ASSIGNED TASK
Transcribe the entries that follow exactly as they appear, minus pictures.

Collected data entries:
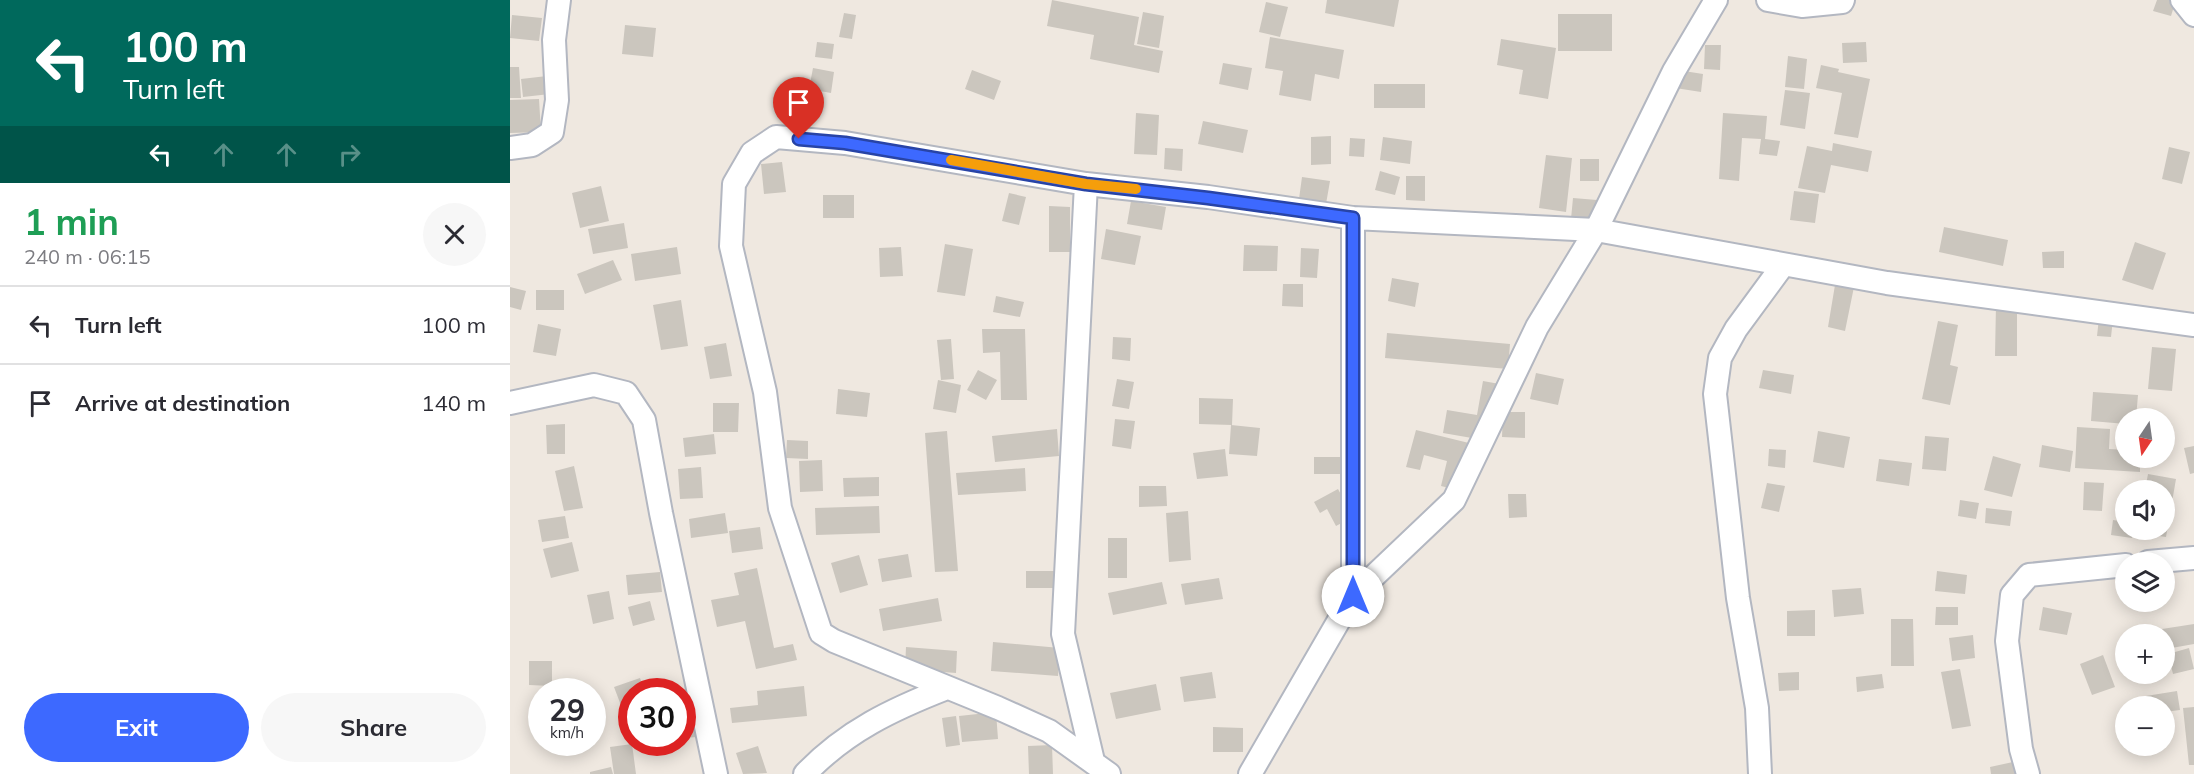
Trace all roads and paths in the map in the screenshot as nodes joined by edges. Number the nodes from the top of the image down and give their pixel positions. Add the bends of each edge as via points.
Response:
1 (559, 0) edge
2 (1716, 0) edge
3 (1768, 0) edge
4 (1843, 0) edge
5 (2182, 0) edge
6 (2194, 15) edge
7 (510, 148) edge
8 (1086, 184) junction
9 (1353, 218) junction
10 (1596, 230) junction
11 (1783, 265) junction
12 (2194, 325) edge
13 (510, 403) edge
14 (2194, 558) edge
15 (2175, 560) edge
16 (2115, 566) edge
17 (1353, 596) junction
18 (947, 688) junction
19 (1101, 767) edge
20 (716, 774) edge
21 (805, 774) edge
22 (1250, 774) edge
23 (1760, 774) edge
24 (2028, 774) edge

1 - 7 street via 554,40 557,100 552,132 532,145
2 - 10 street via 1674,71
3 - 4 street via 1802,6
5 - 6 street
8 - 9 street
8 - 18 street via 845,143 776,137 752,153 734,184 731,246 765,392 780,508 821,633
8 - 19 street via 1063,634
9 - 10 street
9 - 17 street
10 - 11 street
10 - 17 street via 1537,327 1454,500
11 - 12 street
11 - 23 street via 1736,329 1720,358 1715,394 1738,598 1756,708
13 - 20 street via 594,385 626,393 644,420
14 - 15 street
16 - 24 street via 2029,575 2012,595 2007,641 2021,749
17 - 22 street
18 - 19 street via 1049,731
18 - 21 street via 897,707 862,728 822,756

REPLY
Trace all roads and paths in the map in the screenshot as nodes joined by edges. Number the nodes from the top of the image down and give their pixel positions. Add the bends of each edge as via points.
Response:
1 (559, 0) edge
2 (1716, 0) edge
3 (1768, 0) edge
4 (1843, 0) edge
5 (2182, 0) edge
6 (2194, 15) edge
7 (510, 148) edge
8 (1086, 184) junction
9 (1353, 218) junction
10 (1596, 230) junction
11 (1783, 265) junction
12 (2194, 325) edge
13 (510, 403) edge
14 (2194, 558) edge
15 (2175, 560) edge
16 (2115, 566) edge
17 (1353, 596) junction
18 (947, 688) junction
19 (1101, 767) edge
20 (716, 774) edge
21 (805, 774) edge
22 (1250, 774) edge
23 (1760, 774) edge
24 (2028, 774) edge

1 - 7 street via 554,40 557,100 552,132 532,145
2 - 10 street via 1674,71
3 - 4 street via 1802,6
5 - 6 street
8 - 9 street
8 - 18 street via 845,143 776,137 752,153 734,184 731,246 765,392 780,508 821,633
8 - 19 street via 1063,634
9 - 10 street
9 - 17 street
10 - 11 street
10 - 17 street via 1537,327 1454,500
11 - 12 street
11 - 23 street via 1736,329 1720,358 1715,394 1738,598 1756,708
13 - 20 street via 594,385 626,393 644,420
14 - 15 street
16 - 24 street via 2029,575 2012,595 2007,641 2021,749
17 - 22 street
18 - 19 street via 1049,731
18 - 21 street via 897,707 862,728 822,756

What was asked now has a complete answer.